For many working from home will come naturally. Some of us already do it on a regular basis or simply prefer working in our own space. Whether this is a smooth transition depends a lot upon your line of work and the resources you have- something perhaps we can’t control. But in this time of uncertainty one thing we can control is our adaptability and mental resilience.
I have a permanent work from home day once a week and have done so for over a year now. Previously I did the majority of my PhD study from home, I’ve travelled and worked remotely and at one stage even ran my own business from a little desk I bought for £15 on eBay and shoved in my dining room. I’m very lucky to have a good and productive relationship with the concept of WFH, and wanted to share my tried and tested tips I’ve learned along the way in case they are of help to anyone.
Designate a consistent work space if you can. This could be a desk if you’re lucky enough to have one, a kitchen table, a space on the sofa. The one thing I would say is where possible avoid working from your bed, or even your bedroom. As tempting as it is, you need to differentiate between work and home- even when they’re slowly merging into each other.
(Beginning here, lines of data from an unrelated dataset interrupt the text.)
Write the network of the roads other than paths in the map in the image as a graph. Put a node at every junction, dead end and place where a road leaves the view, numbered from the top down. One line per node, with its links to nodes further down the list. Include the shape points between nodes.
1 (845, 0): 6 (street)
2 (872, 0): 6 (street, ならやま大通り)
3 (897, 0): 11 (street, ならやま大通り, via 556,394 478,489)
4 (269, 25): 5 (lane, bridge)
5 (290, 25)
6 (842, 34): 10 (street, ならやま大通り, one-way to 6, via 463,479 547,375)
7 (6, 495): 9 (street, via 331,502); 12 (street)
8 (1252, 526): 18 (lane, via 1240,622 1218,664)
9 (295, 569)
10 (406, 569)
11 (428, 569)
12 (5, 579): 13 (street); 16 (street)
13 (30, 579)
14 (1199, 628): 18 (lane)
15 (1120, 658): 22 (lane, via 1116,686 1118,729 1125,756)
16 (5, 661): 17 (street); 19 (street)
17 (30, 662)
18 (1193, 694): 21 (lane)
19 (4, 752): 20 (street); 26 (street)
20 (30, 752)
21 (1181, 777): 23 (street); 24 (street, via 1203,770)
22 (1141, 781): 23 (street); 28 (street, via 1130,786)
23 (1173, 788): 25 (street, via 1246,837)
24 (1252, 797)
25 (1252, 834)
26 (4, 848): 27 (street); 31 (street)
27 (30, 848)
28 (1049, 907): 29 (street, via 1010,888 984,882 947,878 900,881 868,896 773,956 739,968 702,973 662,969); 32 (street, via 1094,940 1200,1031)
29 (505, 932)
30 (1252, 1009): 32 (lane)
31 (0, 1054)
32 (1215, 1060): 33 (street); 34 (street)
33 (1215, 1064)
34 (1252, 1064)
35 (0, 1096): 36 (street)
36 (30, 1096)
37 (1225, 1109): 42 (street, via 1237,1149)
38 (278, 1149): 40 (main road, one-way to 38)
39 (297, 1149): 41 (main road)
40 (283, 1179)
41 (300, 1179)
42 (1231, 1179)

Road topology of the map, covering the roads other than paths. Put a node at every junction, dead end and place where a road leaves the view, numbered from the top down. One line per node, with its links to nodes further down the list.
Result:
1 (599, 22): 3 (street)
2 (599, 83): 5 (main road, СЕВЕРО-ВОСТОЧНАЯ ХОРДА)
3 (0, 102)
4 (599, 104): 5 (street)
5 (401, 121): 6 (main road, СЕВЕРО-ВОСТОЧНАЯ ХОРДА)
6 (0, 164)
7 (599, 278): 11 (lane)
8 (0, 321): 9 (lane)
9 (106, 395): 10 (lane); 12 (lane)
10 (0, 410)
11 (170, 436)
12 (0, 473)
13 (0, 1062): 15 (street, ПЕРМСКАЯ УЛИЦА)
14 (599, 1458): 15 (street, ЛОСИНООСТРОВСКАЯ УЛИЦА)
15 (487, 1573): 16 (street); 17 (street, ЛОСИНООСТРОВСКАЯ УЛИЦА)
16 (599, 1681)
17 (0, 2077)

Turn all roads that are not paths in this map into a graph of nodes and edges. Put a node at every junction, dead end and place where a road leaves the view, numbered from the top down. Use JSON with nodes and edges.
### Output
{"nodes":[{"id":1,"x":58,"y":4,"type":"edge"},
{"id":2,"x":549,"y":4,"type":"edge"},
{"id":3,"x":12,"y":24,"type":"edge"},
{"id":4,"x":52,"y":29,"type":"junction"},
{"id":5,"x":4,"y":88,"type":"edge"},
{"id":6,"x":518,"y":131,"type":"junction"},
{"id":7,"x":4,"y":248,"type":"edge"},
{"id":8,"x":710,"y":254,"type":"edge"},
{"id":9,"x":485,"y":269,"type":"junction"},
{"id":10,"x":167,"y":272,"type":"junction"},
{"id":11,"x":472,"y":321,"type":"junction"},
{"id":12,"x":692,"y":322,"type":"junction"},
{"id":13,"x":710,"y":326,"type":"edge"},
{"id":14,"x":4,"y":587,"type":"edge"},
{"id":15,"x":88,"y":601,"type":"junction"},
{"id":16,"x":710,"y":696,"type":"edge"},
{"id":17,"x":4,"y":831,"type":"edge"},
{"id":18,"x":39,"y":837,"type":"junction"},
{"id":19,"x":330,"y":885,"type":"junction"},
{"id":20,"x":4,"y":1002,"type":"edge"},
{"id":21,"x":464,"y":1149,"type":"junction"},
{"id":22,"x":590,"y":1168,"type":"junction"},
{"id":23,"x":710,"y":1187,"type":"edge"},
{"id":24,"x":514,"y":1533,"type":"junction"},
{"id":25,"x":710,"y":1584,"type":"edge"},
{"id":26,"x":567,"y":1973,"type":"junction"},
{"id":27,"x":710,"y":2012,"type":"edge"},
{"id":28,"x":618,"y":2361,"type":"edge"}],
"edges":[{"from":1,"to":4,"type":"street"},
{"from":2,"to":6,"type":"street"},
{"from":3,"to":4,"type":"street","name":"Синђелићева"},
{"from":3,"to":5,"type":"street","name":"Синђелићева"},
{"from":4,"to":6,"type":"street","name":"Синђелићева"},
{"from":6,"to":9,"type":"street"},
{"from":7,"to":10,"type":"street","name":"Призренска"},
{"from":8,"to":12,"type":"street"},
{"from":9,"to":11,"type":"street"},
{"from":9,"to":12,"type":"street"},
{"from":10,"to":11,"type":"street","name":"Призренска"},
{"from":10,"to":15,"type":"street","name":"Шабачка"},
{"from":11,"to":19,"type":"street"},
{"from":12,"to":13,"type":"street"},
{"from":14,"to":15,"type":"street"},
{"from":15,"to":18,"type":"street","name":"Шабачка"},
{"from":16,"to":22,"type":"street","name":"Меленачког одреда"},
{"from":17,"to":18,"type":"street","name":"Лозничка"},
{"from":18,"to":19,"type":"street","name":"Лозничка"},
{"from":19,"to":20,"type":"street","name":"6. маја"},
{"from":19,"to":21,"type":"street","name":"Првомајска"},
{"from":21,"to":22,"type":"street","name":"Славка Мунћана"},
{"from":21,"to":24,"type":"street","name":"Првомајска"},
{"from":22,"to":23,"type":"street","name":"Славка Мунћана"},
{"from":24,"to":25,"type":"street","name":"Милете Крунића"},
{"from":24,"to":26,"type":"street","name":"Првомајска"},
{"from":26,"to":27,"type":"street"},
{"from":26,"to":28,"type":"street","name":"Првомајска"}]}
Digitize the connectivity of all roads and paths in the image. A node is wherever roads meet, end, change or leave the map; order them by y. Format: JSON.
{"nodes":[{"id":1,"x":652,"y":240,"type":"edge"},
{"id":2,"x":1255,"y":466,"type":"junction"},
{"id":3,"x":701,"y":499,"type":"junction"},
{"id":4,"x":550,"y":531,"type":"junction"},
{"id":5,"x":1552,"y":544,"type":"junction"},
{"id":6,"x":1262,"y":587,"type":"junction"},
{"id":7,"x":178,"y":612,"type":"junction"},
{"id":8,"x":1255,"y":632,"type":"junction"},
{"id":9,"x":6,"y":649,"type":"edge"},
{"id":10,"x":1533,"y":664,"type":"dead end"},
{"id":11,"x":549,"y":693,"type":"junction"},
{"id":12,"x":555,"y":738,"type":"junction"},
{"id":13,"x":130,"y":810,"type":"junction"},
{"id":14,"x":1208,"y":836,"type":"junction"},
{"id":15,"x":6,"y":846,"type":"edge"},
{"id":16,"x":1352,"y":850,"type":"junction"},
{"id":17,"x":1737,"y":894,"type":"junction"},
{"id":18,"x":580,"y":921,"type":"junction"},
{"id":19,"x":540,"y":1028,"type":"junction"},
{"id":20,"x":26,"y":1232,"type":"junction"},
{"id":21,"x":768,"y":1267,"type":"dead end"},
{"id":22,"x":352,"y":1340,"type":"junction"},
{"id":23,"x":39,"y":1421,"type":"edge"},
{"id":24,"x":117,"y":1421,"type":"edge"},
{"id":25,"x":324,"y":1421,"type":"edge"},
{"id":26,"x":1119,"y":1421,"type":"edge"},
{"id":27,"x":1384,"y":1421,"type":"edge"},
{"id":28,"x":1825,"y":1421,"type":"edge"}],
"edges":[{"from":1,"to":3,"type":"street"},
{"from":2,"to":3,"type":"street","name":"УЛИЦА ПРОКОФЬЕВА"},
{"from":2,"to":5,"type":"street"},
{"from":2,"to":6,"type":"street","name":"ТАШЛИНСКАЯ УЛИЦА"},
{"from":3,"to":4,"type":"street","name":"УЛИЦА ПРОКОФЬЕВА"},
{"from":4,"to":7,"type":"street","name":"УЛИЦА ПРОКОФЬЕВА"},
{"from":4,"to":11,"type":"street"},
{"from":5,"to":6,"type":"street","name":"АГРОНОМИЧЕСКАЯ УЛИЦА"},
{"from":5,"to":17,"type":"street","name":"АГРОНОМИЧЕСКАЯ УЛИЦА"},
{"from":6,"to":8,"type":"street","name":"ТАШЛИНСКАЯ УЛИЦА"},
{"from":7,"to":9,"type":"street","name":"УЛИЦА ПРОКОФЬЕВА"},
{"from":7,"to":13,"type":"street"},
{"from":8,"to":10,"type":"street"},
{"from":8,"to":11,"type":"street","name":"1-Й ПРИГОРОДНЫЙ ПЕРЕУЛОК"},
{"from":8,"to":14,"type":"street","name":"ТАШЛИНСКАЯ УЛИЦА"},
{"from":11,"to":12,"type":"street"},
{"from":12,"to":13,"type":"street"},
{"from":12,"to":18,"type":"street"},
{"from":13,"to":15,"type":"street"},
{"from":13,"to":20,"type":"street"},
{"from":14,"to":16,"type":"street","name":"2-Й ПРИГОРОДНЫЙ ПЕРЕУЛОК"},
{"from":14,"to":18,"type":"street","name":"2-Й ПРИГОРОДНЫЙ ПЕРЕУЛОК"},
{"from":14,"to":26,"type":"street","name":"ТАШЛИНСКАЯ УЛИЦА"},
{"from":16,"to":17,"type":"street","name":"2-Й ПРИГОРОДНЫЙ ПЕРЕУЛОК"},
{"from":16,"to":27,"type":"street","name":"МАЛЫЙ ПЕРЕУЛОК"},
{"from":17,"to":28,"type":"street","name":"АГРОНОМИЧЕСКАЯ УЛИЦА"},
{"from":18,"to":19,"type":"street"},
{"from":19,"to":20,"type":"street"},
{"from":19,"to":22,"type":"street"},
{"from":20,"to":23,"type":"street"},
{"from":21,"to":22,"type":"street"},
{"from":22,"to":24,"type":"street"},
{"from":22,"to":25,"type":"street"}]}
Set aside a workspace and a social space to give yourself that mental barrier.
Set an alarm and get up. Yes perhaps you don’t need to be up quite as early as a regular day commuting to the office, but keeping a morning ‘getting ready for work routine’ will help switch your brain and and get yourself into work mode. Get up wash your face, brush your hair and have your breakfast.
Similarly: get dressed! Or at least consider it! Yes we may be tempted to spend every day in our PJs but I’ve found slobbing about isn’t good for my productivity, but also when most of your team are working from home you might get an unexpected video call from your boss. So if PJ life is the one- at least rock a professional looking top half
Write a to do list and check things off as you go. It really will help keep you focused when the temptation to open the fridge and stare at your snacks for no reason strikes.
Take a lunch break, just like you would at work. Just because you’re at home doesn’t mean you’re not entitled to a lunch break. Get away from your laptop and your make shift work area and reclaim that lunch break.
Know your rights. It’s up to your place of work to supply you with the resources to work from home. That includes laptops, video conferencing etc. If their systems go down, or you need further support speak up, but don’t feel the burden of responsibility for things you cannot control or access.
Webchat platforms such as zooms or Microsoft teams are game changers. You can sign up for a free zoom account and get 40 minutes of video conferencing for free. And don’t just use these for formal meetings, have a virtual coffee and catch up with a colleague, it’s good to have a chat about your work and things going on with someone who understands what you do.
Have regular working hours. Just like in the office have regular working hours and try to log off at the same time each evening. This will help you avoid working into the evening but also offer consistency to your colleagues as to when they can reach you.
Share your mobile number, just in case and don’t be afraid to call colleagues if you need urgent advice or need greater clarification on something. Emails are great but sometimes picking up the phone is even better.
If you’re having to share your WFH space then set some boundaries eg making calls from a different room as not to disturb others working, or timing your lunch breaks together. I don’t have kids so can’t comment on any challenges this may bring, but I do have a rabbit who jumped into my lap during a video call….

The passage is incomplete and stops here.